From the Guidelines
The workup for a 21-year-old female with postural syncope should begin with a thorough history and physical examination, focusing on orthostatic vital signs, as recommended by the 2017 ACC/AHA/HRS guideline for the evaluation and management of patients with syncope 1. The initial evaluation should include a complete blood count, basic metabolic panel, and electrocardiogram to rule out anemia, electrolyte abnormalities, and cardiac arrhythmias. Key aspects to consider in the history and physical examination include:
- Orthostatic vital signs to confirm orthostatic hypotension (a drop in systolic blood pressure ≥20 mmHg or diastolic blood pressure ≥10 mmHg within 3 minutes of standing)
- Volume depletion
- Medication side effects
- Autonomic dysfunction Additional testing may be considered based on the initial findings, such as:
- Tilt-table test to reproduce symptoms
- 24-hour ambulatory blood pressure monitoring
- Echocardiogram if structural heart disease is suspected Management typically begins with non-pharmacological approaches, including:
- Increasing fluid intake (2-3 liters daily)

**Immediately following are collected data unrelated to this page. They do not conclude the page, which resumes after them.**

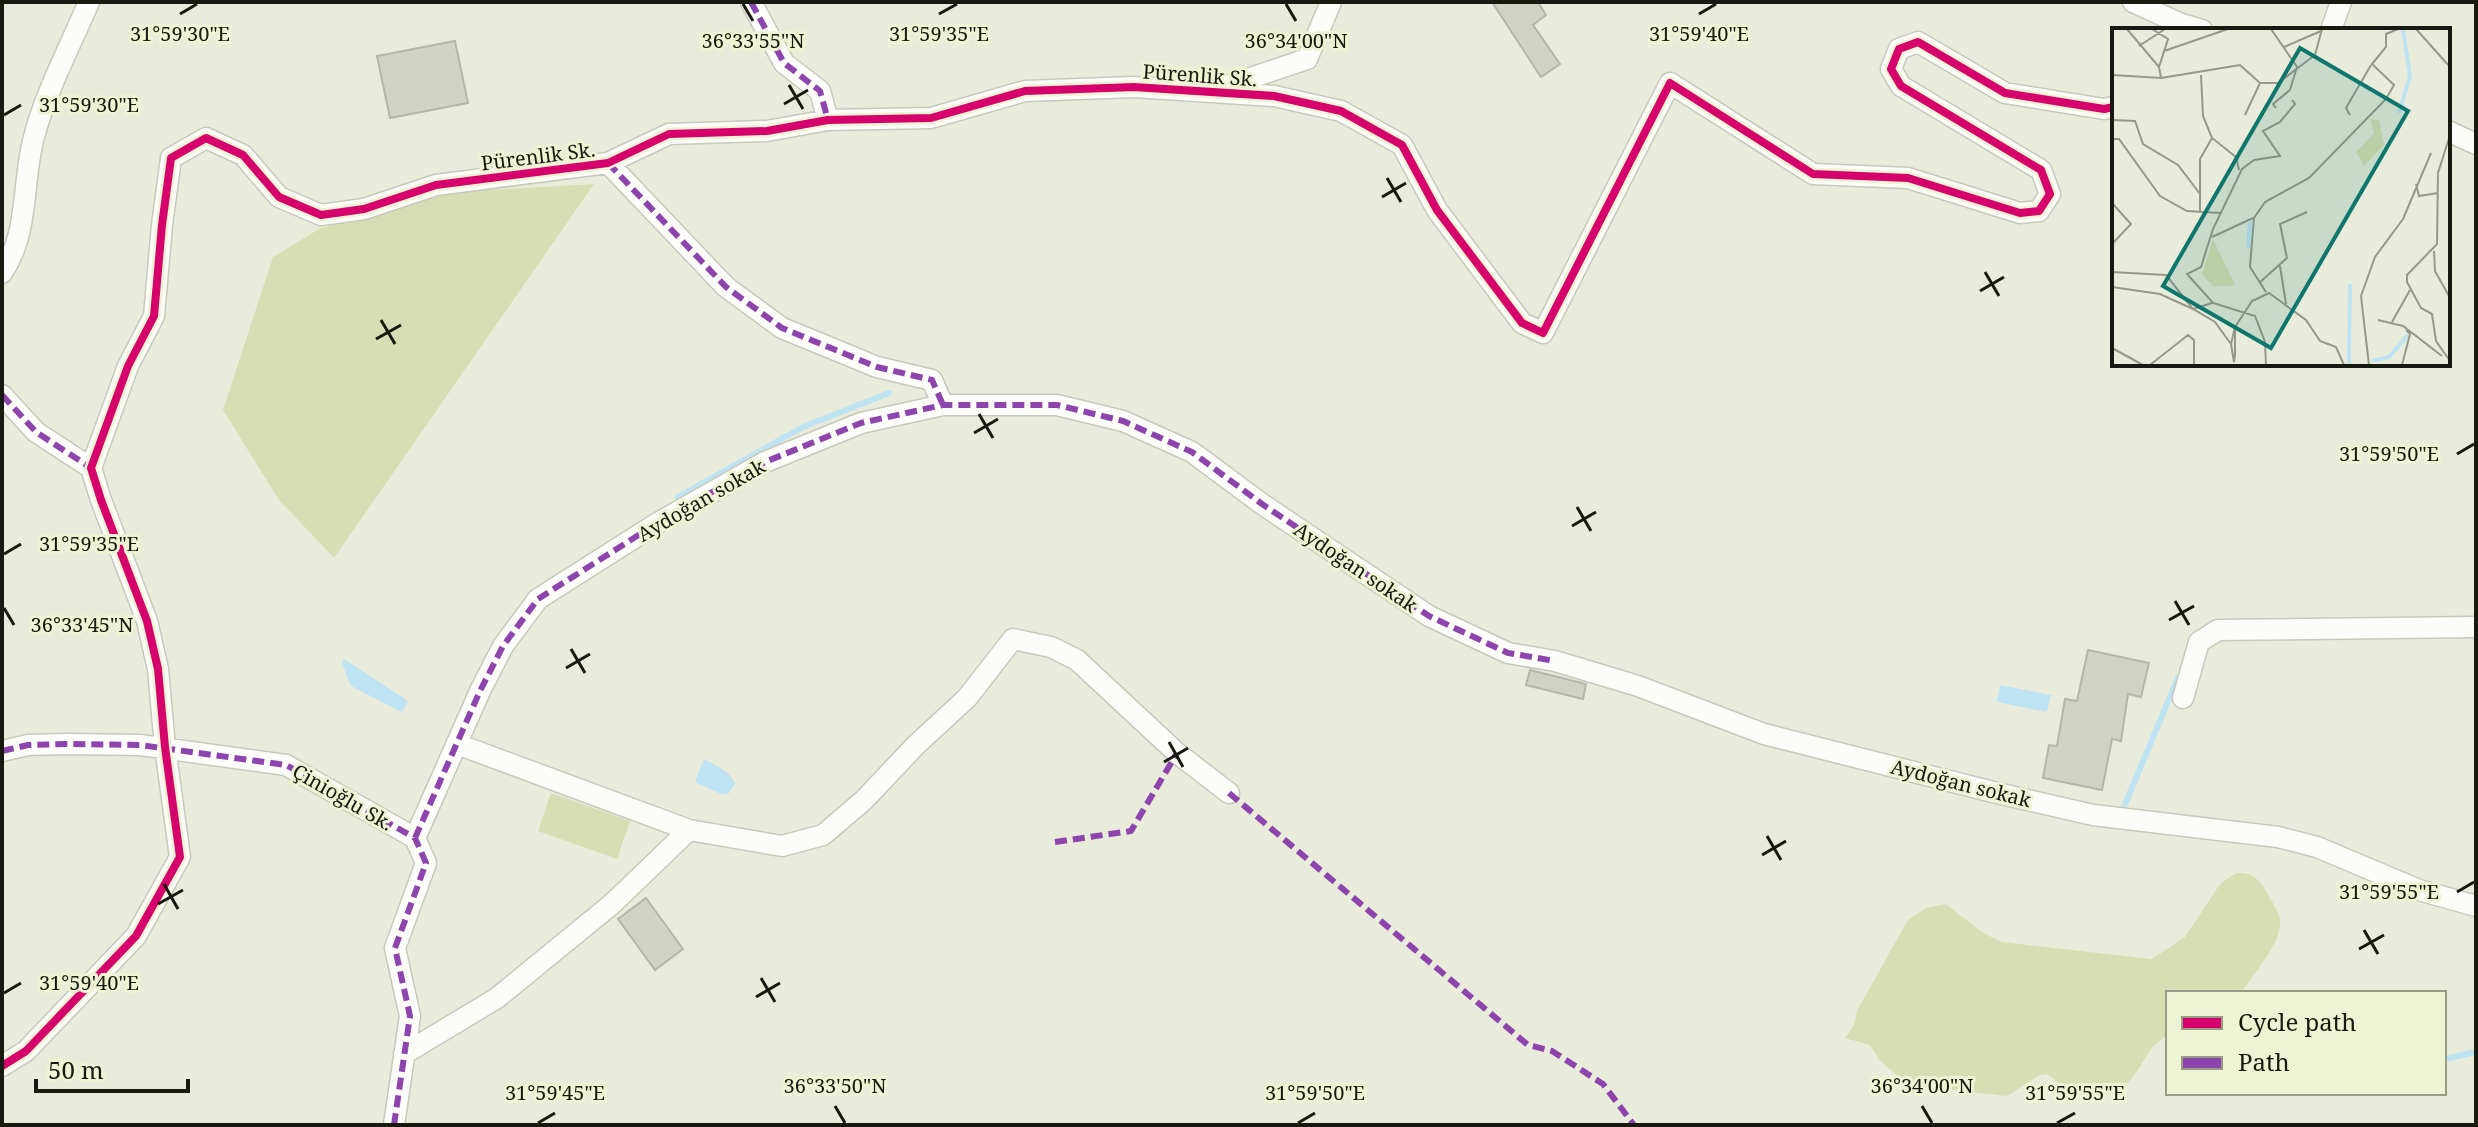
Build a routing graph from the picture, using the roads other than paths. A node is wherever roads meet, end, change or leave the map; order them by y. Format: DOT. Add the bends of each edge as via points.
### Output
graph roads {
  1 [pos="89,2"];
  2 [pos="751,2"];
  3 [pos="1331,2"];
  4 [pos="2133,2"];
  5 [pos="2341,2"];
  6 [pos="2195,28"];
  7 [pos="2332,28"];
  8 [pos="1210,92"];
  9 [pos="2112,107"];
  10 [pos="828,120"];
  11 [pos="2450,132"];
  12 [pos="2476,144"];
  13 [pos="608,163"];
  14 [pos="2,273"];
  15 [pos="2,395"];
  16 [pos="943,405"];
  17 [pos="91,468"];
  18 [pos="2476,627"];
  19 [pos="2183,698"];
  20 [pos="457,744"];
  21 [pos="165,747"];
  22 [pos="2,751"];
  23 [pos="1229,793"];
  24 [pos="689,830"];
  25 [pos="415,838"];
  26 [pos="2476,906"];
  27 [pos="404,1054"];
  28 [pos="2,1066"];
  29 [pos="394,1125"];
  1 -- 14 [label="street" via="33,141 22,229"];
  2 -- 10 [label="street" via="784,63 820,91"];
  3 -- 8 [label="street" via="1307,59"];
  4 -- 6 [label="street"];
  5 -- 7 [label="street"];
  8 -- 9 [label="street, Pürenlik Sk." via="1274,96 1341,111 1402,145 1437,210 1522,323 1543,333 1670,83 1813,174 1908,178 2020,213 2039,211 2050,194 2041,170 1901,86 1891,69 1899,49 1918,42 2005,93"];
  8 -- 10 [label="street, Pürenlik Sk." via="1134,87 1025,91 931,118"];
  10 -- 13 [label="street, Pürenlik Sk." via="767,131 669,134"];
  11 -- 12 [label="street"];
  13 -- 16 [label="street" via="726,287 782,328 877,367 932,380"];
  13 -- 17 [label="street, Pürenlik Sk." via="436,185 364,209 321,215 279,197 243,155 206,138 171,158 154,316 128,366"];
  15 -- 17 [label="street" via="36,432"];
  16 -- 20 [label="street, Aydoğan sokak" via="861,423 765,462 538,599 503,646"];
  16 -- 26 [label="street, Aydoğan sokak" via="1057,405 1123,421 1192,452 1429,616 1508,653 1638,686 1764,734 1993,792 2093,815 2278,837 2317,847 2419,890"];
  17 -- 21 [label="street" via="147,621 158,669"];
  18 -- 19 [label="street" via="2218,630 2199,642"];
  20 -- 24 [label="street"];
  20 -- 25 [label="street, Aydoğan sokak"];
  21 -- 22 [label="street, Çinioğlu Sk." via="66,744"];
  21 -- 25 [label="street, Çinioğlu Sk." via="286,765"];
  21 -- 28 [label="street" via="180,857 136,936 26,1051"];
  23 -- 24 [label="street" via="1177,753 1077,660 1051,647 1013,639 967,698 823,835 782,846"];
  24 -- 27 [label="street" via="612,904 497,998"];
  25 -- 27 [label="street, Çinioğlu Sk." via="426,863 395,948 410,1016"];
  27 -- 29 [label="street, Çinioğlu Sk."];
}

- Salt supplementation (aiming for 8-10g daily)
- Compression stockings
- Avoiding prolonged standing If these measures are insufficient, medications like fludrocortisone (starting at 0.1mg daily) or midodrine (2.5-10mg three times daily) may be considered, as they have been shown to be beneficial in patients with syncope due to neurogenic orthostatic hypotension 1. It is essential to use these medications cautiously, monitoring for supine hypertension, especially with midodrine, which should not be taken within 4 hours of bedtime. The European Heart Journal guidelines from 2009 also support the importance of a thorough initial evaluation, including history, physical examination, and electrocardiogram, to determine the etiology of syncope and assess the risk of cardiovascular events or death 1.
From the Research
Diagnostic Approach
The workup for a 21-year-old female with postural syncope typically involves a detailed history, physical examination, and some basic tests to determine the underlying cause of the syncope. The primary goal is to identify if the syncope is due to a cardiac, reflex (neurogenic), or orthostatic cause 2.
Initial Evaluation
The initial evaluation should include:
- A thorough medical history to identify any potential causes or contributing factors
- Physical examination, including orthostatic blood pressure measurements to assess for orthostatic hypotension
- Electrocardiography (ECG) to evaluate for any cardiac abnormalities
Further Testing
If the initial findings are inconclusive, further testing may be considered, such as:
- Prolonged electrocardiographic monitoring
- Stress testing
- Echocardiography, particularly if cardiac syncope is suspected 2
- Tilt-table testing for suspected reflex syncope or orthostatic hypotension 3
- Laboratory tests based on the patient's history and physical examination findings
Risk Stratification
Patients should be stratified into lower or higher risk of adverse outcomes based on their history, physical examination, and ECG results 2. This can inform decisions regarding hospital admission and the need for further evaluation. Risk stratification tools, such as the Canadian Syncope Risk Score, may be beneficial in this decision.
Management
Most patients with postural syncope can be managed in an outpatient setting, and hospital admission is rarely warranted 4. The management approach will depend on the underlying cause of the syncope and may involve simple measures to reduce recurrence, such as increasing fluid and salt intake, or medication in some cases 5.